May
19
Written by:
brettright
Wednesday, May 19, 2010 10:54 AM
The Concept of Object Persistance and Object identity have been around for as long as I've been programming (14 years) and probably longer. Unfortunately most systems and most developers in the Microsoft world have been developed using a database centric approach. The flow to Domain Driven Designs has thankfully finally started to flow strong and hard and I find myself spending less time having to argue the merits of DDD with other developers.
However when Consulting I am regularly faced with Database Designs that use AutoIncrementing Fields or mutable properties or even worse composite mutable properties as the Primary Key in the Database.
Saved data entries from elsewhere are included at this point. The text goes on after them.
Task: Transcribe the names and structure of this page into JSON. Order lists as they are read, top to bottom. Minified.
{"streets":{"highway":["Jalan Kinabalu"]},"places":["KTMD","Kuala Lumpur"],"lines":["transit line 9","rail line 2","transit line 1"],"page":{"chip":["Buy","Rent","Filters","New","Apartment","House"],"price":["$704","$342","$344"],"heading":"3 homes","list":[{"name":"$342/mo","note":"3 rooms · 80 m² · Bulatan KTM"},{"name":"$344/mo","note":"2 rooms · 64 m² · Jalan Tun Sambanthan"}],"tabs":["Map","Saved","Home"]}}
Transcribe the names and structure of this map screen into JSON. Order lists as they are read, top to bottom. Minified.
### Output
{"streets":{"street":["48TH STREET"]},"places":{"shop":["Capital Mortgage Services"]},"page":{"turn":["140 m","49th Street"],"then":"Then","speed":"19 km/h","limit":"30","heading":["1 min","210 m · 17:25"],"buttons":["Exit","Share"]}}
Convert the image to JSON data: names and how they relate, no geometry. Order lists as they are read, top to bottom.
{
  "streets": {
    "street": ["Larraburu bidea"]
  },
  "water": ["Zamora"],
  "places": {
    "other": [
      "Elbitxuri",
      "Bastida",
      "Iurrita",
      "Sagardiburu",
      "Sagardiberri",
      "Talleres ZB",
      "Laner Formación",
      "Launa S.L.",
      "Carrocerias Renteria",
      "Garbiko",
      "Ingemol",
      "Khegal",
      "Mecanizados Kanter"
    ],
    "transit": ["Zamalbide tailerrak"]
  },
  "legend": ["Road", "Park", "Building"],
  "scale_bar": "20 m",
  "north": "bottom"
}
Example of AutoIncrementing Primary Key. Person has a PersonID : int as the Primary Key and the PersonID is set by the Database when the Person is first inserted into the DB.
Example of a Composite mutable property as a Primary Key. Person has FirstName: string and Surname : string as the Primary Key in the Database. If these are mutable then some sort of Cascade Update is set so as to ensure that all other related tables FK's are maintained as valid.
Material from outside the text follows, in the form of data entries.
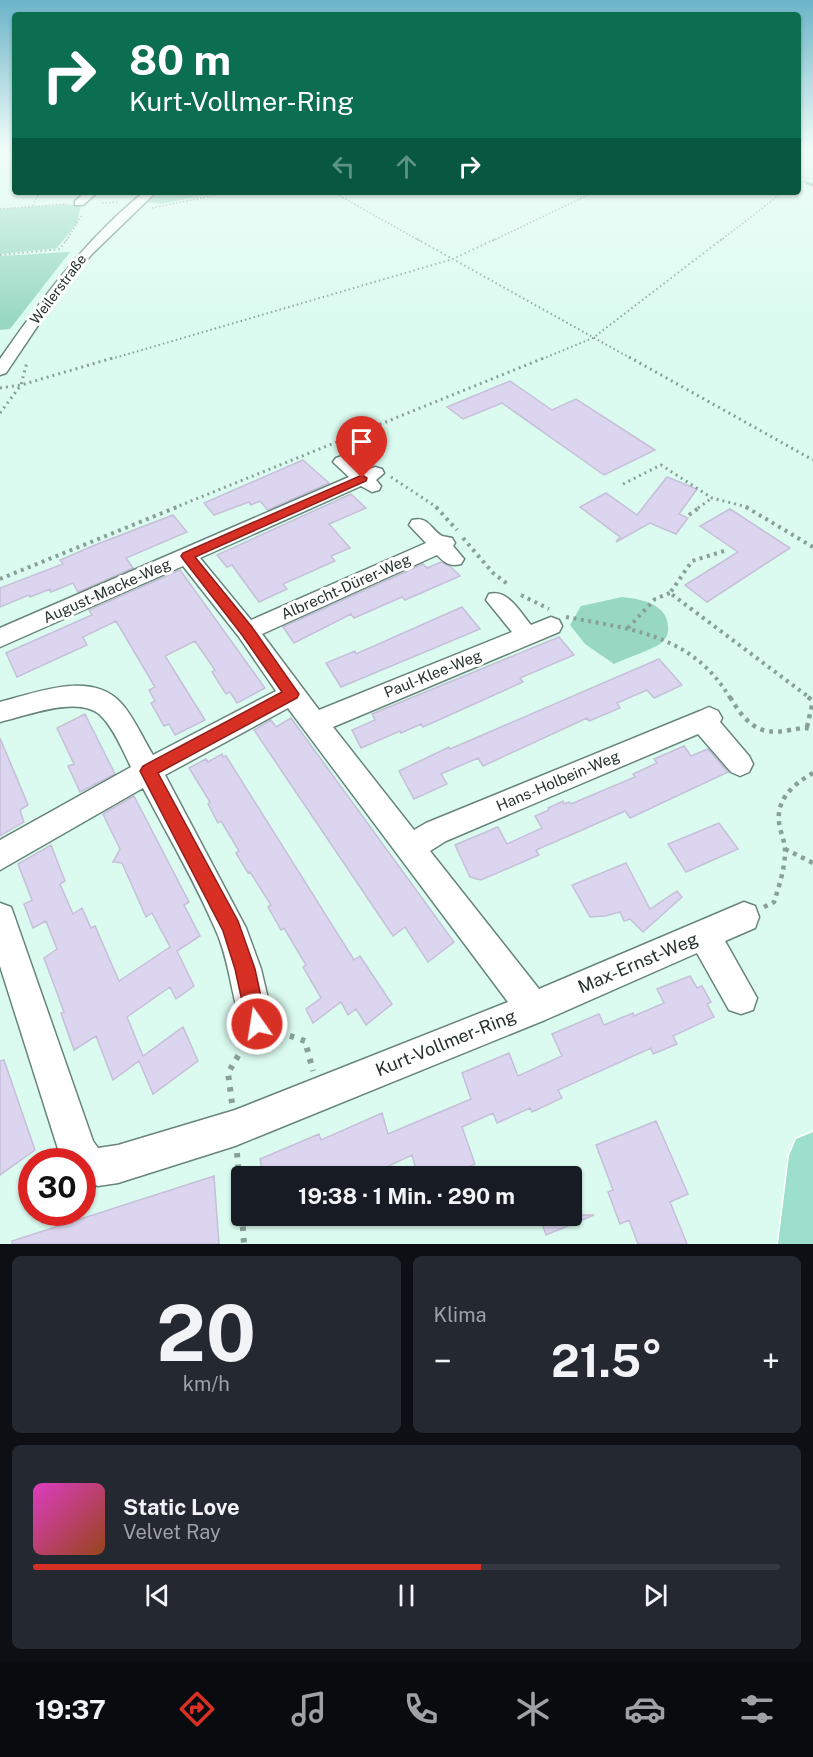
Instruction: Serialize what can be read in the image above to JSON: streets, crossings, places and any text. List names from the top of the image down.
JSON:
{
  "streets": {
    "street": [
      "Weilerstraße",
      "Albrecht-Dürer-Weg",
      "August-Macke-Weg",
      "Paul-Klee-Weg",
      "Hans-Holbein-Weg",
      "Max-Ernst-Weg",
      "Kurt-Vollmer-Ring"
    ]
  },
  "crossings": [
    ["Albrecht-Dürer-Weg", "August-Macke-Weg"],
    ["August-Macke-Weg", "Kurt-Vollmer-Ring"],
    ["Paul-Klee-Weg", "Kurt-Vollmer-Ring"],
    ["Hans-Holbein-Weg", "Kurt-Vollmer-Ring"],
    ["Max-Ernst-Weg", "Kurt-Vollmer-Ring"]
  ],
  "page": {
    "turn": ["80 m", "Kurt-Vollmer-Ring"],
    "limit": "30",
    "trip": "19:38 · 1 Min. · 290 m",
    "tile": [
      ["20", "km/h"],
      "Klima"
    ],
    "heat": ["−", "21.5°", "+"],
    "song": ["Static Love", "Velvet Ray"],
    "tabs": "19:37"
  }
}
Now 12 years ago I used to see a lot more of this type of Database Design I still see quite a lot of this today. The reasons are numerous and sometimes inescapable e.g. I am developing with a legacy database, I have an .xxx.. DBA who is stuck in the 1960's. The company has programming standards that were written in the 80's etc.
In this blog I will discuss why I prefer and rcommend using Guids whenever possible or an application generated Integer (when the DBA has an unjustified fear of GUID's) and also how
The term Object Identity arose in the Early 1980's as OOPS (Object oriented Programming Systems) became the hotest new buss word for the cooolest programmers of the 80's.
The realisation that there where a class of objects that needed to be persisted and used accross multiple instances of the application led rise to many a Doctoral Thesis ;). Today fortunately ORM's have removed this mind twisting complexity from our lives and we hardly ever have to think about the Object Relational Impedence Mismatch (Hot Coffee machine chat in the 90's).
That is untill we suddenly run into a Database that is a throw back to those glorious days. Inevitably this database will use AutoIncrementing Primary Keys or even worse mutable meaningfull properties as the Primary Key (such as Person.FirstName and Surname).
The problems for these types of Database designs for Business Objects as relates to Loading and Saving of these Business Objects are also numerous. For this reason many (most ?) ORM's do not deal with these scenarious. Habanero however has arisen out of a practical world and has been used in 1000's of projects over 10 year and in some of these projects we have had to deal with Legacy Databases that used these types of database designs.
In this blog I will very briefly describe what the limitations of not using a GUID or an Application Generated Object Identity are to understand this one needs to first of all consider the issues involved with Object Persistance. For a more detailed explanation check out Chapter 3 of the Habanero Book especially the section titled Implementing Business Object Identity.
AutoIncrementing Evil
The Limitations of using AutoIncrementing Primary Keys (and hence Object Identities) revolve around 1) Inserting object graphs and 2) Managing distributed systems.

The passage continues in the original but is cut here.